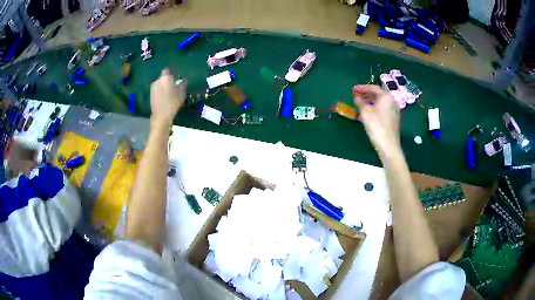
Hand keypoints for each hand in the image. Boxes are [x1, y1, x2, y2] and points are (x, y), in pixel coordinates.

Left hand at [150, 69, 186, 124]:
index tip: (176, 78)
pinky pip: (157, 89)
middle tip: (174, 86)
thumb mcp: (181, 93)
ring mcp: (153, 87)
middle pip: (163, 77)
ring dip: (164, 86)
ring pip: (160, 83)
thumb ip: (183, 84)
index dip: (172, 73)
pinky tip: (164, 97)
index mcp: (166, 78)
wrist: (161, 115)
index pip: (168, 71)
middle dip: (168, 80)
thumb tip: (184, 80)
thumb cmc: (173, 103)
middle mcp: (158, 80)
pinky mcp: (151, 94)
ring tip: (169, 93)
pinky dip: (160, 91)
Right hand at [353, 85, 400, 157]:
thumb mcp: (365, 112)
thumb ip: (360, 101)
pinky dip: (374, 108)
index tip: (353, 89)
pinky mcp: (393, 119)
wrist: (388, 145)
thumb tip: (357, 97)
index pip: (373, 88)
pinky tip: (367, 113)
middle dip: (366, 94)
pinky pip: (382, 109)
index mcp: (386, 97)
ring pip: (380, 102)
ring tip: (359, 104)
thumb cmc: (376, 126)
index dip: (362, 88)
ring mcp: (393, 110)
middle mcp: (392, 101)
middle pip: (378, 94)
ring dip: (369, 101)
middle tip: (355, 95)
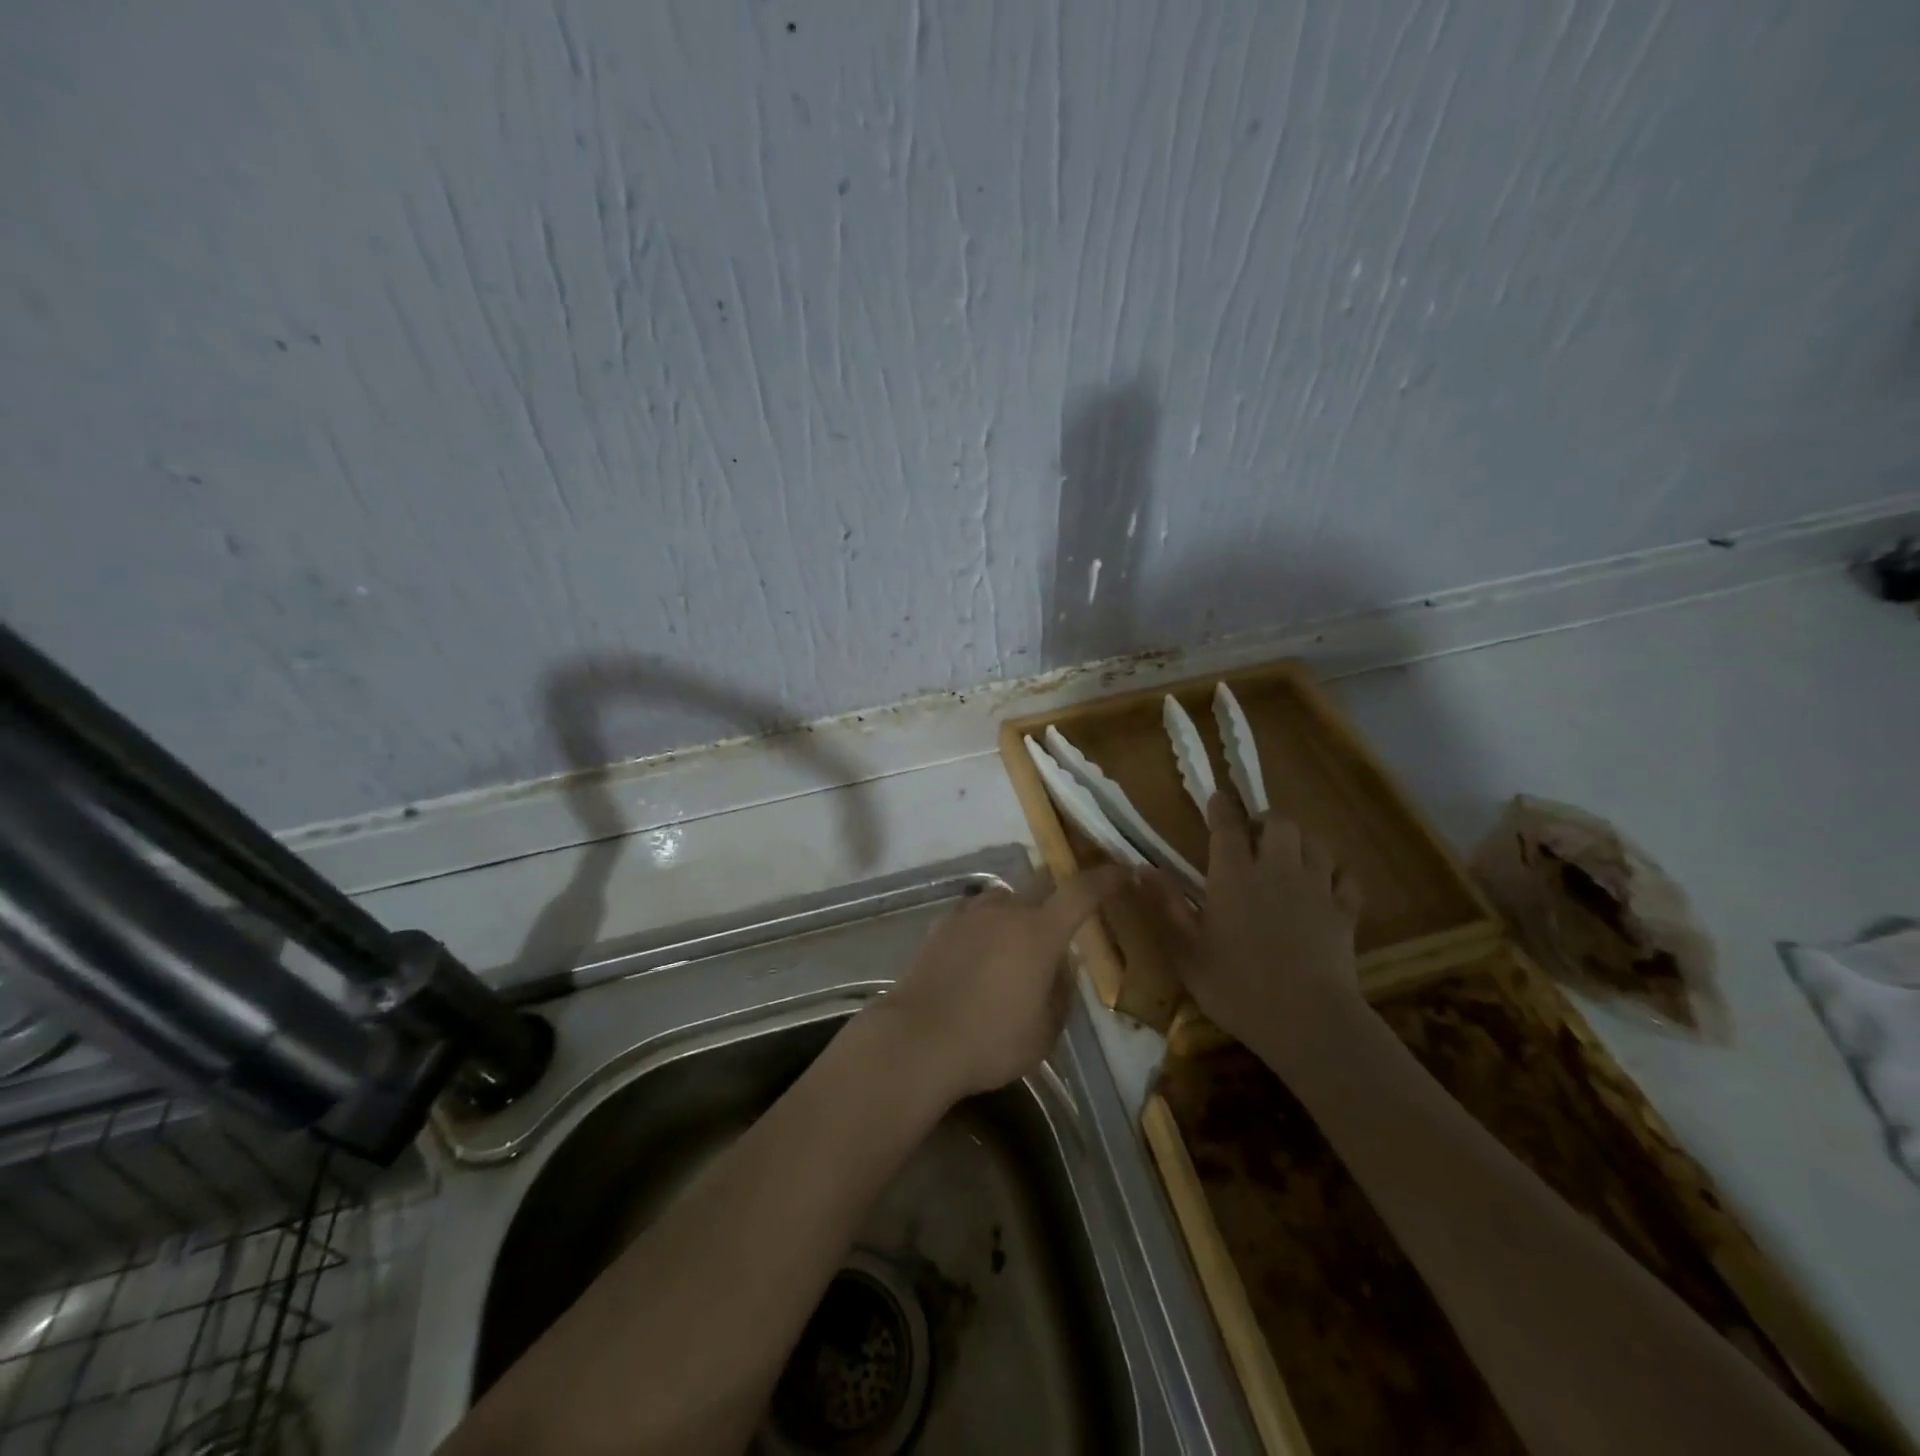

....

Restate each entry word for word; pictures stay out of the copy.

Exercise output:
Hand keypoints for each hand in the image. Boxes are [x1, y1, x2, y2] and points are (x, y), in pixel coordinates.

Left hand at [150, 69, 186, 124]:
index tip: (176, 78)
pinky pip: (157, 89)
middle tip: (174, 86)
thumb mcp: (181, 93)
ring mcp: (153, 87)
middle pip: (163, 77)
ring dip: (164, 86)
ring pip: (160, 83)
thumb ip: (183, 84)
index dip: (172, 73)
pinky tip: (164, 97)
index mcp: (166, 78)
wrist: (161, 115)
index pip: (168, 71)
middle dip: (168, 80)
thumb tip: (184, 80)
thumb cmc: (173, 103)
middle mcp: (158, 80)
pinky mcp: (151, 94)
ring tip: (169, 93)
pinky dip: (160, 91)
Right hand at [353, 85, 400, 157]:
thumb mcp: (365, 112)
thumb ip: (360, 101)
pinky dip: (374, 108)
index tip: (353, 89)
pinky mcp: (393, 119)
wrist: (388, 145)
thumb tip: (357, 97)
index pip: (373, 88)
pinky tip: (367, 113)
middle dip: (366, 94)
pinky pip: (382, 109)
index mcp: (386, 97)
ring pip: (380, 102)
ring tip: (359, 104)
thumb cmc: (376, 126)
index dip: (362, 88)
ring mcp: (393, 110)
middle mcp: (392, 101)
middle pip: (378, 94)
ring dip: (369, 101)
middle tip: (355, 95)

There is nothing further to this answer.